*** Information shown ***

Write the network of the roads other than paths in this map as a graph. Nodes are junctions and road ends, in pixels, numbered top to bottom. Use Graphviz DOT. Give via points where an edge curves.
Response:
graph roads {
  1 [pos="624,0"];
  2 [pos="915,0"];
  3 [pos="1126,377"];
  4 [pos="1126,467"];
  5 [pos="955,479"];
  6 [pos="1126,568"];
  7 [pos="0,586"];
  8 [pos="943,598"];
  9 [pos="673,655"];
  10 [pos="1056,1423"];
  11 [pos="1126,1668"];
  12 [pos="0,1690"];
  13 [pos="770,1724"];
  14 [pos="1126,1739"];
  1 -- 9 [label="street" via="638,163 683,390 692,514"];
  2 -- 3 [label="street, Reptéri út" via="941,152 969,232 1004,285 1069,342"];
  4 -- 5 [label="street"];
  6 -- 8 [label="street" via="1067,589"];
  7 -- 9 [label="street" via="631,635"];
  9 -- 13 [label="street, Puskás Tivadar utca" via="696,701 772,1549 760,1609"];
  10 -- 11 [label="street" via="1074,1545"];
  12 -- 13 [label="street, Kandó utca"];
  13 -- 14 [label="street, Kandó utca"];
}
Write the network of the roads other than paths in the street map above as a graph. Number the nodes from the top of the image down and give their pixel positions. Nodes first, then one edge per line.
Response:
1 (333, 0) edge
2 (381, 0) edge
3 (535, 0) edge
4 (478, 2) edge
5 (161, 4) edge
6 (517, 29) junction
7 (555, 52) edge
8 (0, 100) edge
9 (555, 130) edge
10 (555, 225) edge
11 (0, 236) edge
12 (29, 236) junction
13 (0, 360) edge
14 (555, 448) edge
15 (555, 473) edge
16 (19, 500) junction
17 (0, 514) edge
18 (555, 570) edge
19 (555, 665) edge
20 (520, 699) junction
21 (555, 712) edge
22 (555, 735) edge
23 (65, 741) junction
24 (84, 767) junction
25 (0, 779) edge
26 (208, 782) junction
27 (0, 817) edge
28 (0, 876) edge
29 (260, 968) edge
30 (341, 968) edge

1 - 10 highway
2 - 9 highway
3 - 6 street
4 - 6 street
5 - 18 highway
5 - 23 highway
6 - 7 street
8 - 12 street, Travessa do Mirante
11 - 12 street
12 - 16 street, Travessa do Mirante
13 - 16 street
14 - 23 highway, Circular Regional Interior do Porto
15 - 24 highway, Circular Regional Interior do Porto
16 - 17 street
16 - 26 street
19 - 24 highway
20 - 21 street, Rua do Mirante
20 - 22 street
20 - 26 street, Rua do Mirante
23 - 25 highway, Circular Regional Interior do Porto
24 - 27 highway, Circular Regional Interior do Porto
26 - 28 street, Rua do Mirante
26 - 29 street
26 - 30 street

***

Exercise directions:
Begin at the first line of the material above. Transcribe each line exactly, ending with the line that contains "Write the network of the roads other than paths in the".

Response box:
Write the network of the roads other than paths in this map as a graph. Nodes are junctions and road ends, in pixels, numbered top to bottom. Use Graphviz DOT. Give via points where an edge curves.
Response:
graph roads {
  1 [pos="624,0"];
  2 [pos="915,0"];
  3 [pos="1126,377"];
  4 [pos="1126,467"];
  5 [pos="955,479"];
  6 [pos="1126,568"];
  7 [pos="0,586"];
  8 [pos="943,598"];
  9 [pos="673,655"];
  10 [pos="1056,1423"];
  11 [pos="1126,1668"];
  12 [pos="0,1690"];
  13 [pos="770,1724"];
  14 [pos="1126,1739"];
  1 -- 9 [label="street" via="638,163 683,390 692,514"];
  2 -- 3 [label="street, Reptéri út" via="941,152 969,232 1004,285 1069,342"];
  4 -- 5 [label="street"];
  6 -- 8 [label="street" via="1067,589"];
  7 -- 9 [label="street" via="631,635"];
  9 -- 13 [label="street, Puskás Tivadar utca" via="696,701 772,1549 760,1609"];
  10 -- 11 [label="street" via="1074,1545"];
  12 -- 13 [label="street, Kandó utca"];
  13 -- 14 [label="street, Kandó utca"];
}
Write the network of the roads other than paths in the street map above as a graph. Number the nodes from the top of the image down and give their pixel positions. Nodes first, then one edge per line.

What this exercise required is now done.